Source records
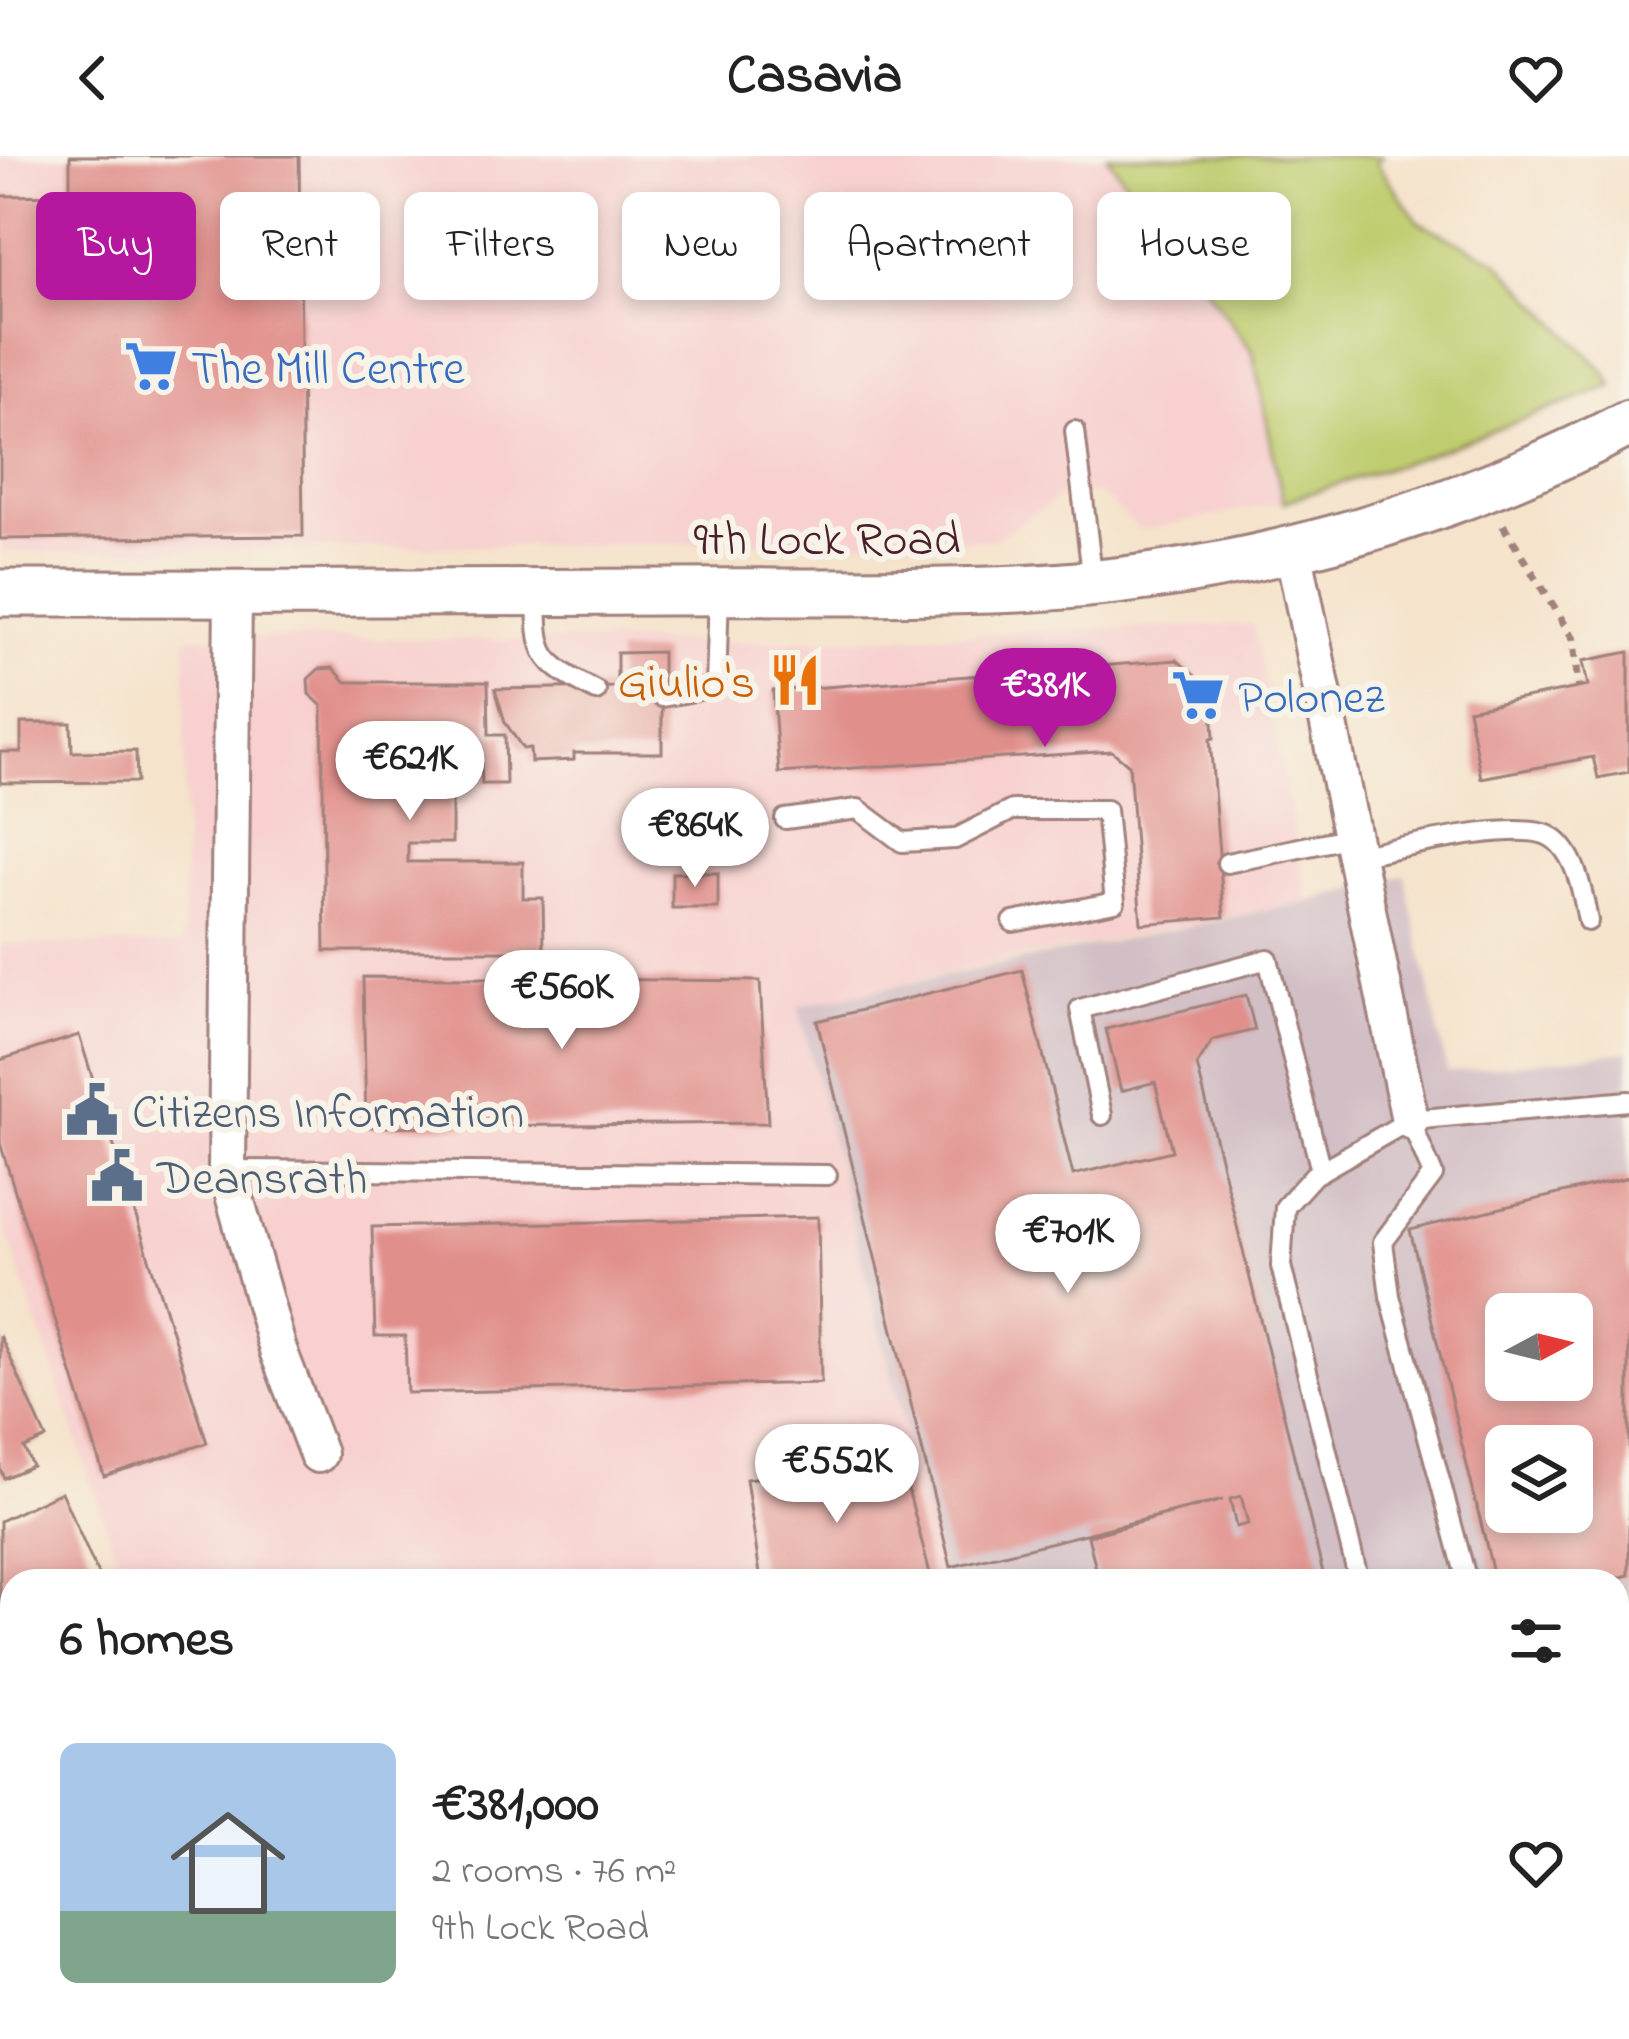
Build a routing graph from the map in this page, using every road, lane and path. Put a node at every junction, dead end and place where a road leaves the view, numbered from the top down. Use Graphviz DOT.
graph roads {
  1 [pos="1629,423"];
  2 [pos="1075,431"];
  3 [pos="1503,525"];
  4 [pos="1293,549"];
  5 [pos="1093,583"];
  6 [pos="719,591"];
  7 [pos="0,593"];
  8 [pos="233,593"];
  9 [pos="537,593"];
  10 [pos="1579,688"];
  11 [pos="596,692"];
  12 [pos="662,697"];
  13 [pos="785,819"];
  14 [pos="1354,846"];
  15 [pos="1227,863"];
  16 [pos="1588,921"];
  17 [pos="1012,922"];
  18 [pos="1629,1101"];
  19 [pos="1102,1115"];
  20 [pos="1410,1120"];
  21 [pos="227,1170"];
  22 [pos="1321,1172"];
  23 [pos="827,1175"];
  24 [pos="318,1454"];
  25 [pos="1356,1569"];
  26 [pos="1464,1569"];
  1 -- 4 [label="street, 9th Lock Road"];
  2 -- 5 [label="lane"];
  3 -- 10 [label="path"];
  4 -- 5 [label="street, 9th Lock Road"];
  4 -- 14 [label="street"];
  5 -- 6 [label="street, 9th Lock Road"];
  6 -- 9 [label="street, 9th Lock Road"];
  6 -- 12 [label="lane"];
  7 -- 8 [label="street, 9th Lock Road"];
  8 -- 9 [label="street, 9th Lock Road"];
  8 -- 21 [label="street"];
  9 -- 11 [label="lane"];
  13 -- 17 [label="lane"];
  14 -- 15 [label="lane"];
  14 -- 16 [label="lane"];
  14 -- 20 [label="street"];
  18 -- 20 [label="lane"];
  19 -- 22 [label="lane"];
  20 -- 22 [label="lane"];
  20 -- 26 [label="lane"];
  21 -- 23 [label="lane"];
  21 -- 24 [label="street"];
  22 -- 25 [label="lane"];
}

Problem: Across the entries, work out how many lines hold the word "street". Reply with that number only.

Task response: 10